San Diego’s Racial Unconscious: History is the Narrative that Hurts

February 16, 2015 by Jim Miller

…the insistence on what one might call “San Diego exceptionalism,” the notion that our city is somehow free of the same troubled history as the rest of the country, is at the heart of our city’s failure to truly serve the needs of all San Diegans. 

By Jim Miller

Last week, leading up to this week’s special focus on race and racism, the San Diego Free Press posted a story about a new report released by the Equal Justice Institute (EJI) that notes how, “Capital punishment and ongoing racial injustice in the United States are ‘direct descendants’ of lynching, charges a new study, which found that the pre-World War II practice of ‘racial terrorism’ has had a much more profound impact on race relations in America than previously acknowledged.”

This hidden history of racial terrorism in America is far more influential than many of us would prefer to acknowledge. As EJI Director Bryan Stevenson observes, “I also think that the lynching era created a narrative of racial difference, a presumption of guilt, a presumption of dangerousness that got assigned to African Americans in particular—and that’s the same presumption of guilt that burdens young kids living in urban areas who are sometimes menaced, threatened, or shot and killed by law enforcement officers.”

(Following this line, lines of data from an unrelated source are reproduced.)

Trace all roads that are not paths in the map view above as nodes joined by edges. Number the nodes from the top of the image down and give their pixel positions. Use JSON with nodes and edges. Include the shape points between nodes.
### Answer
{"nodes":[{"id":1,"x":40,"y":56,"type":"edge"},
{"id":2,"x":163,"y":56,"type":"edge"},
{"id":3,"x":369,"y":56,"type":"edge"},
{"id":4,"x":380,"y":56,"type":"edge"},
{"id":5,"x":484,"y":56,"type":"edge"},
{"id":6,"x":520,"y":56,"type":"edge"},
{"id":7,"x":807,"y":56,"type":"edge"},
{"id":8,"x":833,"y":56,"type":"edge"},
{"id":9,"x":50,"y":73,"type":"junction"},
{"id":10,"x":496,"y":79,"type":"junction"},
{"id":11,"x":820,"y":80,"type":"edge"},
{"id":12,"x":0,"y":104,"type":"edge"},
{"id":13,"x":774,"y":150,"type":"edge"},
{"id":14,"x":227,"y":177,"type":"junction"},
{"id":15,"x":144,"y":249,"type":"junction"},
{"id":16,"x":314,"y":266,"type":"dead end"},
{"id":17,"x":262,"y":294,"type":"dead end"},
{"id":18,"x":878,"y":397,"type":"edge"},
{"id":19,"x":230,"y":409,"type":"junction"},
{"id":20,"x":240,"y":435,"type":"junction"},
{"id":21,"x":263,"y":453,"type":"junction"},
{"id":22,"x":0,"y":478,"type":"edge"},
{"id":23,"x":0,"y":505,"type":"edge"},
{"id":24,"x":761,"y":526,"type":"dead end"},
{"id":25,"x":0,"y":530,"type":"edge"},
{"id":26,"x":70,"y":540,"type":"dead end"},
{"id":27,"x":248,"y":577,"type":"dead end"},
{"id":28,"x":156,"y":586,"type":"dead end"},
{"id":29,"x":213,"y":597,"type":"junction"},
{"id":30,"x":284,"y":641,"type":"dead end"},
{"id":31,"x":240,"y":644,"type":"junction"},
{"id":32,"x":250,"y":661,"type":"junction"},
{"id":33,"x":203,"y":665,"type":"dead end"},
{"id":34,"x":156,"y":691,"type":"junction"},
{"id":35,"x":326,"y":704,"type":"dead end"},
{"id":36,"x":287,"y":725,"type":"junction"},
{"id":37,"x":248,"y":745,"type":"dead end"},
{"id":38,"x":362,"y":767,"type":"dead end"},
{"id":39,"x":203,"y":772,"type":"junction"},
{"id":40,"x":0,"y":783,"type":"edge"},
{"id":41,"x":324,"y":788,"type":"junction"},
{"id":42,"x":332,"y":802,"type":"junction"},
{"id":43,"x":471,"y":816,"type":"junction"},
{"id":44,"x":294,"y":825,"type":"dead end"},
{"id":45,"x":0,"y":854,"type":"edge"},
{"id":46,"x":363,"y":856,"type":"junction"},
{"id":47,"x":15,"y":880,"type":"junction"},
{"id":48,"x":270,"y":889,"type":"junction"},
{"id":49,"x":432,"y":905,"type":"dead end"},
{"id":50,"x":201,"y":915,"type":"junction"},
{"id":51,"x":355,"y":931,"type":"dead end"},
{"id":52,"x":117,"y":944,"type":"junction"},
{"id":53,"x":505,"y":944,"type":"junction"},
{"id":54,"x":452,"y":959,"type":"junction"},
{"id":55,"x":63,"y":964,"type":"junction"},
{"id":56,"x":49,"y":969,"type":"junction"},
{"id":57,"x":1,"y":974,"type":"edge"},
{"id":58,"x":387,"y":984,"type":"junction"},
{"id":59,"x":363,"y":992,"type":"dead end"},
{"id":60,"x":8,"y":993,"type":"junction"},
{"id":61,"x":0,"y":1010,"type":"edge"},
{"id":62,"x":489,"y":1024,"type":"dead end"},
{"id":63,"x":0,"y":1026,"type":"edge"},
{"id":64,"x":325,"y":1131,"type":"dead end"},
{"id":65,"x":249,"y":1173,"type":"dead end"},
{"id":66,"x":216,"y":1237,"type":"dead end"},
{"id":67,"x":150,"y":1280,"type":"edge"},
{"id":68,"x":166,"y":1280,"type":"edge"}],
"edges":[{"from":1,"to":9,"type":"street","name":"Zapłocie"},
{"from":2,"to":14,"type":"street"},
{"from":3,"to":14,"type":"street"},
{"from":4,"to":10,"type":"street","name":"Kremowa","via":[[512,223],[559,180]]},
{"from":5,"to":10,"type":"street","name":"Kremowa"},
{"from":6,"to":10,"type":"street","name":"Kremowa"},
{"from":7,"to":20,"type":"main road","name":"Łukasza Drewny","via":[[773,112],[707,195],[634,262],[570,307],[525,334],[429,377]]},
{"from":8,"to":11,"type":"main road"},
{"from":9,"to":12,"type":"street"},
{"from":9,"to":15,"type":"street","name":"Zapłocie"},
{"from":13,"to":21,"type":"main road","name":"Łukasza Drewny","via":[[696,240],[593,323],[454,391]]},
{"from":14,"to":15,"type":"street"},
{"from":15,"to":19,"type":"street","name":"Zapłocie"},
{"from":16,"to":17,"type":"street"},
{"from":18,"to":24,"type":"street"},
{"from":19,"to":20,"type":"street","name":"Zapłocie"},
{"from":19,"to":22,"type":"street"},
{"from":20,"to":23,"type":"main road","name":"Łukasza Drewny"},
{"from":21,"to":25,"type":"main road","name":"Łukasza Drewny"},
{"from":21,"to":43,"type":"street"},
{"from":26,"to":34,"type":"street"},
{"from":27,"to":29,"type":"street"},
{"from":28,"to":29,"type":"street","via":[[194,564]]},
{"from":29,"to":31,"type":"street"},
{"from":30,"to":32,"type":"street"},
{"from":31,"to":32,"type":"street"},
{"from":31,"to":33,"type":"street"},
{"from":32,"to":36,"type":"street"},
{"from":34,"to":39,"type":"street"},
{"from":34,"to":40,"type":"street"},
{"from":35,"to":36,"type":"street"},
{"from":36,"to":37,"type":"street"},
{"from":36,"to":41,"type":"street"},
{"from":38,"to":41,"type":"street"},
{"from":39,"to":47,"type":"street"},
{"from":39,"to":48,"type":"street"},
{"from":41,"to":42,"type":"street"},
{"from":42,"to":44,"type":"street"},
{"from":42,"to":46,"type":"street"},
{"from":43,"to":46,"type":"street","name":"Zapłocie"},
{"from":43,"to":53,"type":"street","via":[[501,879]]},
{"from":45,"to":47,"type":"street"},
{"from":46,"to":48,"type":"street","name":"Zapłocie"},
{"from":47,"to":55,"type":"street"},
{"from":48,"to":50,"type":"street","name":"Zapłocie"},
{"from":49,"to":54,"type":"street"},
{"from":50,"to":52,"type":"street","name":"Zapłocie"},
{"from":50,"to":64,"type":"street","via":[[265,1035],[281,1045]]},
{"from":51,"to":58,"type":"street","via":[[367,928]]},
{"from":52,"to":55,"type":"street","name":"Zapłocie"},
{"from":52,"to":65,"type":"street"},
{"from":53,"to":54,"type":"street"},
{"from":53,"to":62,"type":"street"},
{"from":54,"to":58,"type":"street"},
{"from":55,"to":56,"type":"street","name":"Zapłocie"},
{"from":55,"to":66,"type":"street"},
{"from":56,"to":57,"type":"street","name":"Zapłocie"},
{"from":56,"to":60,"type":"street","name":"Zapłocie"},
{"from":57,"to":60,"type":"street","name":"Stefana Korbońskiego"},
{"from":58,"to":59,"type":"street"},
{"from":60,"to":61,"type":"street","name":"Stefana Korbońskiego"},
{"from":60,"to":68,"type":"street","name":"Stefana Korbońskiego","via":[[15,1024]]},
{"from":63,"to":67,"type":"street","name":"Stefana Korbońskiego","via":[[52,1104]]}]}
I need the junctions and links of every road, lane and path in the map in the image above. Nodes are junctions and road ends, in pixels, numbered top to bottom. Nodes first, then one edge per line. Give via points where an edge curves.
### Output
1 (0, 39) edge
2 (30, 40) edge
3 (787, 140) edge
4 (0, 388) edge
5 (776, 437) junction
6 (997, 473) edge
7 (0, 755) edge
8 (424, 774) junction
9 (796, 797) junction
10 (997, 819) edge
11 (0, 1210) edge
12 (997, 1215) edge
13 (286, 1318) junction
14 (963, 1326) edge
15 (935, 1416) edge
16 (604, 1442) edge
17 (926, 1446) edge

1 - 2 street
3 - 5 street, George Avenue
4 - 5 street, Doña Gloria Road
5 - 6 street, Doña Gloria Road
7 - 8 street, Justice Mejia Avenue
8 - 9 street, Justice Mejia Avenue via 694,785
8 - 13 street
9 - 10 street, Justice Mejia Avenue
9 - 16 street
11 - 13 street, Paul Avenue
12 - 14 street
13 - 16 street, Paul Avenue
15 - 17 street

And if a lack of awareness or outright denial of the significance of our racist past is a problem in the United States at large, San Diego is certainly not immune though our civic religion—banal self-promotion by the tourism industry—would have us think otherwise. But underneath the official ahistorical pastiche of styles and fantasies designed to aid commerce and nature-packaged-as-spectacle there is another story.   [Read more…]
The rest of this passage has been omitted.